What to do: All entries are to be copied exactly, with pictures removed.

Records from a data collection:

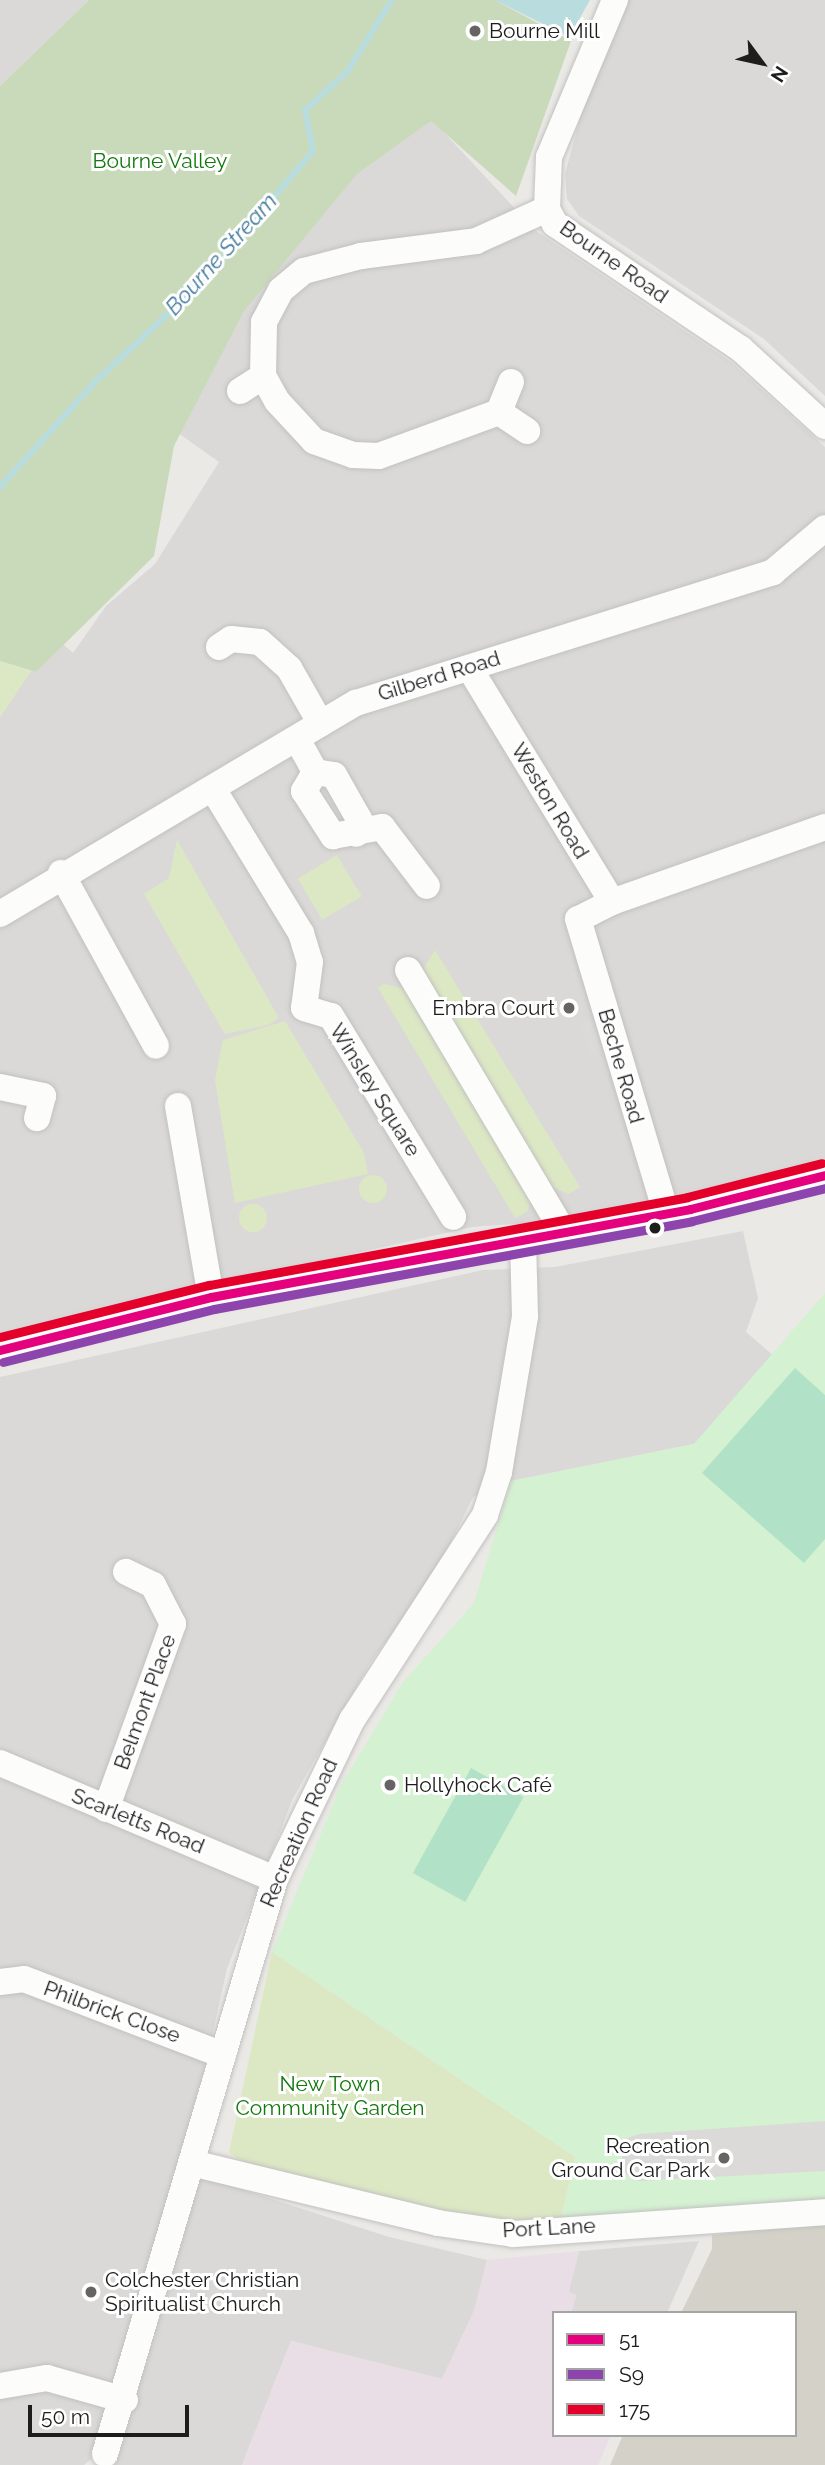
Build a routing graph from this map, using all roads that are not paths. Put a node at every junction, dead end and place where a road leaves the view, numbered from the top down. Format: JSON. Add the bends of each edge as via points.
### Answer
{"nodes":[{"id":1,"x":615,"y":0,"type":"edge"},
{"id":2,"x":547,"y":209,"type":"junction"},
{"id":3,"x":263,"y":376,"type":"junction"},
{"id":4,"x":511,"y":383,"type":"dead end"},
{"id":5,"x":240,"y":391,"type":"dead end"},
{"id":6,"x":499,"y":412,"type":"junction"},
{"id":7,"x":825,"y":426,"type":"edge"},
{"id":8,"x":527,"y":432,"type":"dead end"},
{"id":9,"x":825,"y":528,"type":"edge"},
{"id":10,"x":219,"y":647,"type":"dead end"},
{"id":11,"x":470,"y":669,"type":"junction"},
{"id":12,"x":321,"y":724,"type":"junction"},
{"id":13,"x":297,"y":739,"type":"junction"},
{"id":14,"x":213,"y":789,"type":"junction"},
{"id":15,"x":825,"y":827,"type":"edge"},
{"id":16,"x":61,"y":873,"type":"junction"},
{"id":17,"x":427,"y":886,"type":"dead end"},
{"id":18,"x":612,"y":902,"type":"junction"},
{"id":19,"x":0,"y":914,"type":"edge"},
{"id":20,"x":408,"y":970,"type":"dead end"},
{"id":21,"x":156,"y":1046,"type":"dead end"},
{"id":22,"x":0,"y":1087,"type":"edge"},
{"id":23,"x":177,"y":1106,"type":"dead end"},
{"id":24,"x":37,"y":1118,"type":"dead end"},
{"id":25,"x":825,"y":1175,"type":"edge"},
{"id":26,"x":666,"y":1213,"type":"junction"},
{"id":27,"x":453,"y":1217,"type":"dead end"},
{"id":28,"x":563,"y":1231,"type":"junction"},
{"id":29,"x":523,"y":1238,"type":"junction"},
{"id":30,"x":211,"y":1297,"type":"junction"},
{"id":31,"x":0,"y":1350,"type":"edge"},
{"id":32,"x":127,"y":1572,"type":"dead end"},
{"id":33,"x":0,"y":1763,"type":"edge"},
{"id":34,"x":106,"y":1809,"type":"junction"},
{"id":35,"x":275,"y":1879,"type":"junction"},
{"id":36,"x":0,"y":1982,"type":"edge"},
{"id":37,"x":223,"y":2055,"type":"junction"},
{"id":38,"x":196,"y":2164,"type":"junction"},
{"id":39,"x":825,"y":2211,"type":"edge"},
{"id":40,"x":0,"y":2386,"type":"edge"},
{"id":41,"x":125,"y":2400,"type":"junction"},
{"id":42,"x":106,"y":2454,"type":"dead end"}],
"edges":[{"from":1,"to":2,"type":"street","name":"Bourne Road","via":[[549,157]]},
{"from":2,"to":3,"type":"street","via":[[476,241],[361,256],[304,271],[281,290],[264,322]]},
{"from":2,"to":7,"type":"street","name":"Bourne Road","via":[[555,224],[741,349]]},
{"from":3,"to":5,"type":"street"},
{"from":3,"to":6,"type":"street","via":[[314,441],[353,455],[379,456]]},
{"from":4,"to":6,"type":"street"},
{"from":6,"to":8,"type":"street"},
{"from":9,"to":11,"type":"street","name":"Gilberd Road","via":[[773,572]]},
{"from":10,"to":12,"type":"street","via":[[231,639],[260,642],[289,667]]},
{"from":11,"to":12,"type":"street","name":"Gilberd Road","via":[[396,686]]},
{"from":11,"to":18,"type":"street","name":"Weston Road"},
{"from":12,"to":13,"type":"street","name":"Gilberd Road"},
{"from":13,"to":14,"type":"street","name":"Gilberd Road"},
{"from":13,"to":17,"type":"street","via":[[315,772],[304,791],[333,836],[382,827]]},
{"from":14,"to":16,"type":"street","name":"Gilberd Road"},
{"from":14,"to":27,"type":"street","name":"Winsley Square","via":[[301,933],[310,962],[304,1008],[331,1016]]},
{"from":15,"to":18,"type":"street"},
{"from":16,"to":19,"type":"street","name":"Gilberd Road"},
{"from":16,"to":21,"type":"street"},
{"from":18,"to":26,"type":"street","name":"Beche Road","via":[[578,919]]},
{"from":20,"to":28,"type":"street"},
{"from":22,"to":24,"type":"street","via":[[43,1096]]},
{"from":23,"to":30,"type":"street"},
{"from":25,"to":26,"type":"street"},
{"from":26,"to":28,"type":"street"},
{"from":28,"to":29,"type":"street"},
{"from":29,"to":30,"type":"street"},
{"from":29,"to":35,"type":"street","name":"Recreation Road","via":[[525,1316],[499,1472],[485,1515],[352,1720]]},
{"from":30,"to":31,"type":"street"},
{"from":32,"to":34,"type":"street","name":"Belmont Place","via":[[153,1585],[173,1623]]},
{"from":33,"to":34,"type":"street","name":"Scarletts Road"},
{"from":34,"to":35,"type":"street","name":"Scarletts Road"},
{"from":35,"to":37,"type":"street","name":"Recreation Road"},
{"from":36,"to":37,"type":"street","name":"Philbrick Close","via":[[24,1979]]},
{"from":37,"to":38,"type":"street","name":"Recreation Road"},
{"from":38,"to":39,"type":"street","name":"Port Lane","via":[[438,2223],[513,2234]]},
{"from":38,"to":41,"type":"street","name":"Recreation Road"},
{"from":40,"to":41,"type":"street","via":[[47,2378]]},
{"from":41,"to":42,"type":"street","name":"Recreation Road"}]}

Solution for this task:
Build a routing graph from this map, using all roads that are not paths. Put a node at every junction, dead end and place where a road leaves the view, numbered from the top down. Format: JSON. Add the bends of each edge as via points.
### Answer
{"nodes":[{"id":1,"x":615,"y":0,"type":"edge"},
{"id":2,"x":547,"y":209,"type":"junction"},
{"id":3,"x":263,"y":376,"type":"junction"},
{"id":4,"x":511,"y":383,"type":"dead end"},
{"id":5,"x":240,"y":391,"type":"dead end"},
{"id":6,"x":499,"y":412,"type":"junction"},
{"id":7,"x":825,"y":426,"type":"edge"},
{"id":8,"x":527,"y":432,"type":"dead end"},
{"id":9,"x":825,"y":528,"type":"edge"},
{"id":10,"x":219,"y":647,"type":"dead end"},
{"id":11,"x":470,"y":669,"type":"junction"},
{"id":12,"x":321,"y":724,"type":"junction"},
{"id":13,"x":297,"y":739,"type":"junction"},
{"id":14,"x":213,"y":789,"type":"junction"},
{"id":15,"x":825,"y":827,"type":"edge"},
{"id":16,"x":61,"y":873,"type":"junction"},
{"id":17,"x":427,"y":886,"type":"dead end"},
{"id":18,"x":612,"y":902,"type":"junction"},
{"id":19,"x":0,"y":914,"type":"edge"},
{"id":20,"x":408,"y":970,"type":"dead end"},
{"id":21,"x":156,"y":1046,"type":"dead end"},
{"id":22,"x":0,"y":1087,"type":"edge"},
{"id":23,"x":177,"y":1106,"type":"dead end"},
{"id":24,"x":37,"y":1118,"type":"dead end"},
{"id":25,"x":825,"y":1175,"type":"edge"},
{"id":26,"x":666,"y":1213,"type":"junction"},
{"id":27,"x":453,"y":1217,"type":"dead end"},
{"id":28,"x":563,"y":1231,"type":"junction"},
{"id":29,"x":523,"y":1238,"type":"junction"},
{"id":30,"x":211,"y":1297,"type":"junction"},
{"id":31,"x":0,"y":1350,"type":"edge"},
{"id":32,"x":127,"y":1572,"type":"dead end"},
{"id":33,"x":0,"y":1763,"type":"edge"},
{"id":34,"x":106,"y":1809,"type":"junction"},
{"id":35,"x":275,"y":1879,"type":"junction"},
{"id":36,"x":0,"y":1982,"type":"edge"},
{"id":37,"x":223,"y":2055,"type":"junction"},
{"id":38,"x":196,"y":2164,"type":"junction"},
{"id":39,"x":825,"y":2211,"type":"edge"},
{"id":40,"x":0,"y":2386,"type":"edge"},
{"id":41,"x":125,"y":2400,"type":"junction"},
{"id":42,"x":106,"y":2454,"type":"dead end"}],
"edges":[{"from":1,"to":2,"type":"street","name":"Bourne Road","via":[[549,157]]},
{"from":2,"to":3,"type":"street","via":[[476,241],[361,256],[304,271],[281,290],[264,322]]},
{"from":2,"to":7,"type":"street","name":"Bourne Road","via":[[555,224],[741,349]]},
{"from":3,"to":5,"type":"street"},
{"from":3,"to":6,"type":"street","via":[[314,441],[353,455],[379,456]]},
{"from":4,"to":6,"type":"street"},
{"from":6,"to":8,"type":"street"},
{"from":9,"to":11,"type":"street","name":"Gilberd Road","via":[[773,572]]},
{"from":10,"to":12,"type":"street","via":[[231,639],[260,642],[289,667]]},
{"from":11,"to":12,"type":"street","name":"Gilberd Road","via":[[396,686]]},
{"from":11,"to":18,"type":"street","name":"Weston Road"},
{"from":12,"to":13,"type":"street","name":"Gilberd Road"},
{"from":13,"to":14,"type":"street","name":"Gilberd Road"},
{"from":13,"to":17,"type":"street","via":[[315,772],[304,791],[333,836],[382,827]]},
{"from":14,"to":16,"type":"street","name":"Gilberd Road"},
{"from":14,"to":27,"type":"street","name":"Winsley Square","via":[[301,933],[310,962],[304,1008],[331,1016]]},
{"from":15,"to":18,"type":"street"},
{"from":16,"to":19,"type":"street","name":"Gilberd Road"},
{"from":16,"to":21,"type":"street"},
{"from":18,"to":26,"type":"street","name":"Beche Road","via":[[578,919]]},
{"from":20,"to":28,"type":"street"},
{"from":22,"to":24,"type":"street","via":[[43,1096]]},
{"from":23,"to":30,"type":"street"},
{"from":25,"to":26,"type":"street"},
{"from":26,"to":28,"type":"street"},
{"from":28,"to":29,"type":"street"},
{"from":29,"to":30,"type":"street"},
{"from":29,"to":35,"type":"street","name":"Recreation Road","via":[[525,1316],[499,1472],[485,1515],[352,1720]]},
{"from":30,"to":31,"type":"street"},
{"from":32,"to":34,"type":"street","name":"Belmont Place","via":[[153,1585],[173,1623]]},
{"from":33,"to":34,"type":"street","name":"Scarletts Road"},
{"from":34,"to":35,"type":"street","name":"Scarletts Road"},
{"from":35,"to":37,"type":"street","name":"Recreation Road"},
{"from":36,"to":37,"type":"street","name":"Philbrick Close","via":[[24,1979]]},
{"from":37,"to":38,"type":"street","name":"Recreation Road"},
{"from":38,"to":39,"type":"street","name":"Port Lane","via":[[438,2223],[513,2234]]},
{"from":38,"to":41,"type":"street","name":"Recreation Road"},
{"from":40,"to":41,"type":"street","via":[[47,2378]]},
{"from":41,"to":42,"type":"street","name":"Recreation Road"}]}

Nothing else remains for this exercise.